After the investment bank creates a bundle of similar mortgages, it puts the bundle in a special company designed to create an MBS. These companies are called Special Purpose Vehicles (SPVs) or Special Investment Vehicles (SIVs). That keeps the mortgage-backed securities separate from the bank's other services. The SPV markets these mortgage-backed securities to investors.
For the investor buying the MBS, it's similar to any other bond. The investor pays a price to acquire the bond and receives income while holding the bond. In theory, the customer pays off their mortgage, and the MBS investor profits.
Types of Mortgage-Backed Securities
While all mortgage-backed securities are essentially the same product—a bond—there are some variations on the product that investors can choose from.
Pass-Through Participation Certificate
The simplest MBS is the pass-through participation certificate. It pays the holders their fair share of both principal and interest payments made on the mortgage bundle.
Collateralized Debt Obligation
In the early 2000s, the structured securities market grew very competitive. Investment banks created more complicated investment products to attract customers. For example, they developed collateralized debt obligations (CDOs) which could include any type of loan. To the investor, these products function like an MBS, even though they may or may not contain mortgages.
Collateralized Mortgage Obligation
Around the time CDOs were created, investment banks also developed a more complex version of the mortgage-backed security, the collateralized mortgage obligation (CMOs).
These complicated investments are constructed by slicing a pool of mortgages into similar risk categories, known as tranches. The least risky tranches have more certain cash flows and a lower degree of exposure to default risk, while riskier tranches have more uncertain cash flows and greater exposure to default risk. However, the elevated level of risk is compensated with higher interest rates, which are attractive to some investors.
Many investors lost money on CMOs and CDOs during the 2006 mortgage crisis. Borrowers with adjustable-rate mortgages were caught off guard when their payments rose due to the rising interest rates. They couldn't refinance because interest rates were higher, which meant they were more likely to default. When borrowers defaulted, investors lost the money they invested in the CMO or CDO.
What It Means for Individual Investors
The invention of mortgage-backed securities completely revolutionized the housing, banking, and mortgage businesses. At first, mortgage-backed securities created more demand to lend out money, which allowed more people to buy homes.

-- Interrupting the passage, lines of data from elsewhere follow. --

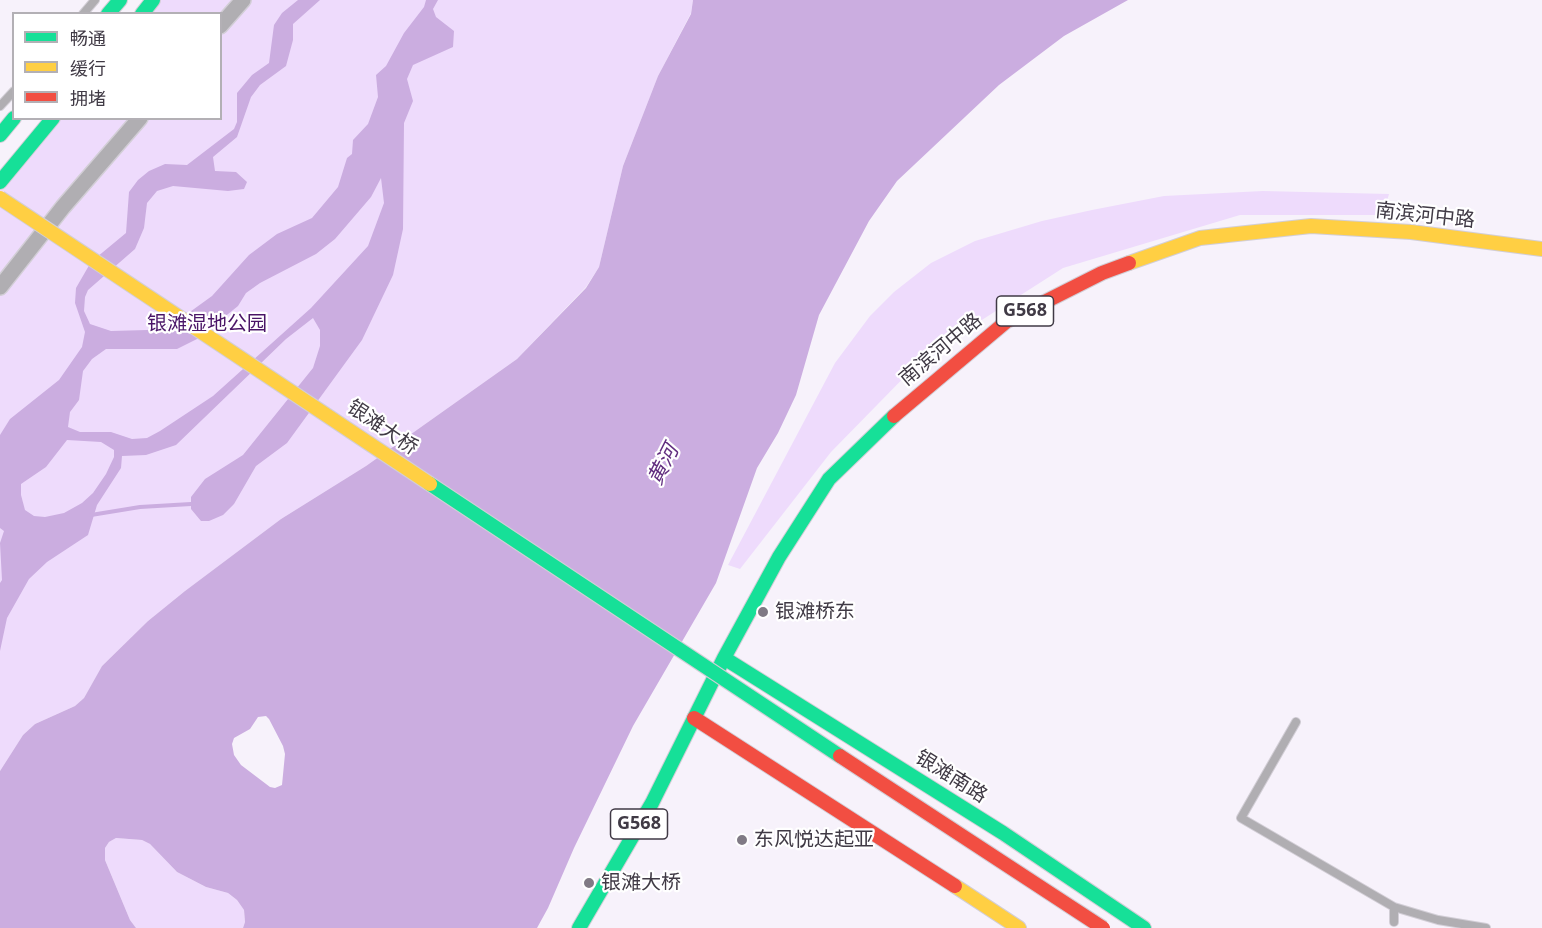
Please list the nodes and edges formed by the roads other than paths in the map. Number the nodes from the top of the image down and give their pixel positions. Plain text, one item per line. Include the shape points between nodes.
1 (95, 0) edge
2 (120, 0) edge
3 (153, 0) edge
4 (243, 0) edge
5 (85, 12) edge
6 (110, 12) edge
7 (144, 12) edge
8 (222, 24) edge
9 (12, 93) edge
10 (0, 106) edge
11 (12, 120) edge
12 (51, 120) edge
13 (138, 120) edge
14 (0, 135) edge
15 (2, 175) edge
16 (0, 198) edge
17 (0, 213) edge
18 (1542, 249) edge
19 (1542, 261) edge
20 (0, 287) edge
21 (859, 469) dead end
22 (823, 514) dead end
23 (729, 660) junction
24 (699, 721) junction
25 (1296, 722) dead end
26 (1394, 907) junction
27 (996, 921) edge
28 (1394, 922) dead end
29 (579, 928) edge
30 (591, 928) edge
31 (1018, 928) edge
32 (1079, 928) edge
33 (1103, 928) edge
34 (1144, 928) edge
35 (1486, 928) edge

1 - 5 lane
2 - 6 main road
3 - 7 main road
4 - 8 street
9 - 10 lane
11 - 14 main road
12 - 15 main road
13 - 20 street
16 - 33 main road, 银滩大桥, bridge
17 - 32 main road, 银滩大桥
18 - 23 main road, 南滨河中路 / G568 via 1411,232 1311,226 1200,238 1092,278 995,329 890,419 829,479 779,557
19 - 21 main road, 南滨河中路 / G568 via 1409,243 1310,239 1200,251 1108,283 1013,333 898,427
22 - 23 main road, 南滨河中路 / G568
23 - 24 main road, 南滨河中路 / G568
23 - 34 main road, 银滩南路 via 1003,833
24 - 27 main road
24 - 29 main road, G568
24 - 30 main road, G568 via 661,809
25 - 26 lane via 1241,818
26 - 28 lane
26 - 35 lane
27 - 31 main road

However, this got out of hand during the real estate boom, when some lenders didn't take the time to confirm that borrowers could repay their mortgages. That allowed people to get into mortgages they couldn't afford. These subprime mortgages were bundled into private-label MBSs.
Private-label MBSs comprised more than 50% of the mortgage finance market in 2006.
These subprime mortgages created an asset bubble that burst in 2006 with the subprime mortgage crisis. Since so many investors, pension funds, and financial institutions owned mortgage-backed securities, everyone took losses. That's what created the 2008 financial crisis.
- Mortgage-backed securities are a type of bond in which an investor buys a mortgage from a mortgage lender.
- When all goes well, an MBS investor collects monthly mortgage payments until the loan is fully repaid, but there is the risk of default.
- While once fairly unregulated, the government increased its scrutiny of mortgage-backed securities after 2006's subprime mortgage crisis.